Portrait Norwich Rüße

Es ist Frühling und die Natur zeigt sich von ihrer schönsten Seite. Alles erscheint in noch zarten, hellen Grüntönen, die Obstbäume blühen und das Getreide beginnt jetzt mit dem Ährenschieben. Heile Welt? Mitnichten – denn auch in diesem Jahr wird es wieder Arten geben, deren Bestand weiter rückläufig ist. Dabei ist das Problem der Artenvielfalt schon lange bekannt. Lange glaubten wir allerdings, dass es nur wenige Arten betrifft, die besonders unter den veränderten Umweltbedingungen zu leiden haben.
Das klassische Beispiel dafür ist der Seeadler, dessen Bestand insbesondere durch Vergiftungen vor allem durch bleihaltige Jagdmunition stark rückläufig ist. Beispiele in Deutschland sind Rebhuhn, Fischotter und Nerz. Aufgrund zahlreicher Studien wissen wir inzwischen, dass das Artensterben längst auch „Allerweltsarten“ betrifft, wie die Feldlerche, das Braunkehlchen, den Kiebitz und den Feldhasen. So sind die Bestände des Kiebitz‘ – eines typischen Vogels der landwirtschaftlich genutzten Kulturlandschaft – in den letzten 25 Jahren um drei Viertel kleiner geworden.
Auch die Insektenwelt ist mittlerweile stark betroffen. Die Bestände der Wildbienenarten und anderen Insekten sind zum Teil stark rückläufig. Messungen an Insektenfallen haben ergeben, dass in den letzten drei Jahrzehnten die Insektenbestände um 70 bis 80 Prozent zurückgegangen sind.

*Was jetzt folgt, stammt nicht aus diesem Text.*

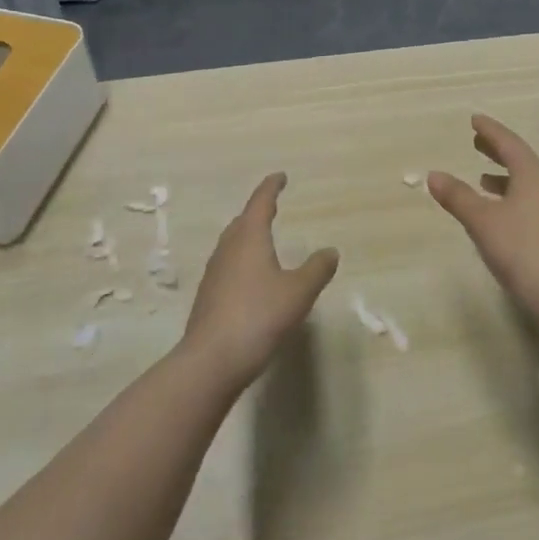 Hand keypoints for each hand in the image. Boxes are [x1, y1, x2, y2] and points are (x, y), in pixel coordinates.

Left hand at [183, 174, 337, 388]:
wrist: (211, 362)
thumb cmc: (258, 317)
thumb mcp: (298, 292)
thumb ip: (316, 269)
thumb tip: (330, 251)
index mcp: (249, 239)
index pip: (260, 204)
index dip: (271, 188)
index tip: (280, 177)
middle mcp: (228, 250)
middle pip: (241, 222)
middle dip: (256, 212)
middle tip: (271, 206)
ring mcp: (214, 275)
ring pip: (231, 245)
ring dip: (246, 236)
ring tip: (261, 240)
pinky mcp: (208, 299)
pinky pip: (227, 267)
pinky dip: (241, 261)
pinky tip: (250, 279)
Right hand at [428, 115, 538, 320]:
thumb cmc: (522, 250)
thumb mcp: (482, 222)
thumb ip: (458, 197)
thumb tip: (433, 175)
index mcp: (534, 174)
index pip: (509, 143)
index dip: (490, 131)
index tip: (475, 120)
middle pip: (522, 161)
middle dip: (498, 151)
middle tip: (477, 143)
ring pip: (530, 183)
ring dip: (506, 178)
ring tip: (484, 180)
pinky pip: (535, 202)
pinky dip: (515, 197)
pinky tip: (504, 214)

Es geht also nicht länger darum, dass nur für einzelne Arten das Ökosystem keinen Platz mehr bietet – das gesamte Ökosystem ist beschädigt. Und in diesem System bedeutet das Fehlen einer vielfältigen Blühlandschaft als Nahrungsgrundlage der Insektenwelt, dass damit auch den Vögeln die Nahrungsgrundlage fehlt.
Was aber verändert die Kulturlandschaft so negativ? Hauptakteur ist die Landwirtschaft. Sie hat in der Vergangenheit unsere Regionen so gestaltet, dass es überhaupt zu dieser Fülle an Arten gekommen ist. Seit dem Mittelalter bis in die fünfziger Jahre haben Bauerinnen und Bauern unter anderem durch Fruchtfolgen, Heckenpflege und Weidehaltung für viele Tiere attraktive Lebensräume geschaffen.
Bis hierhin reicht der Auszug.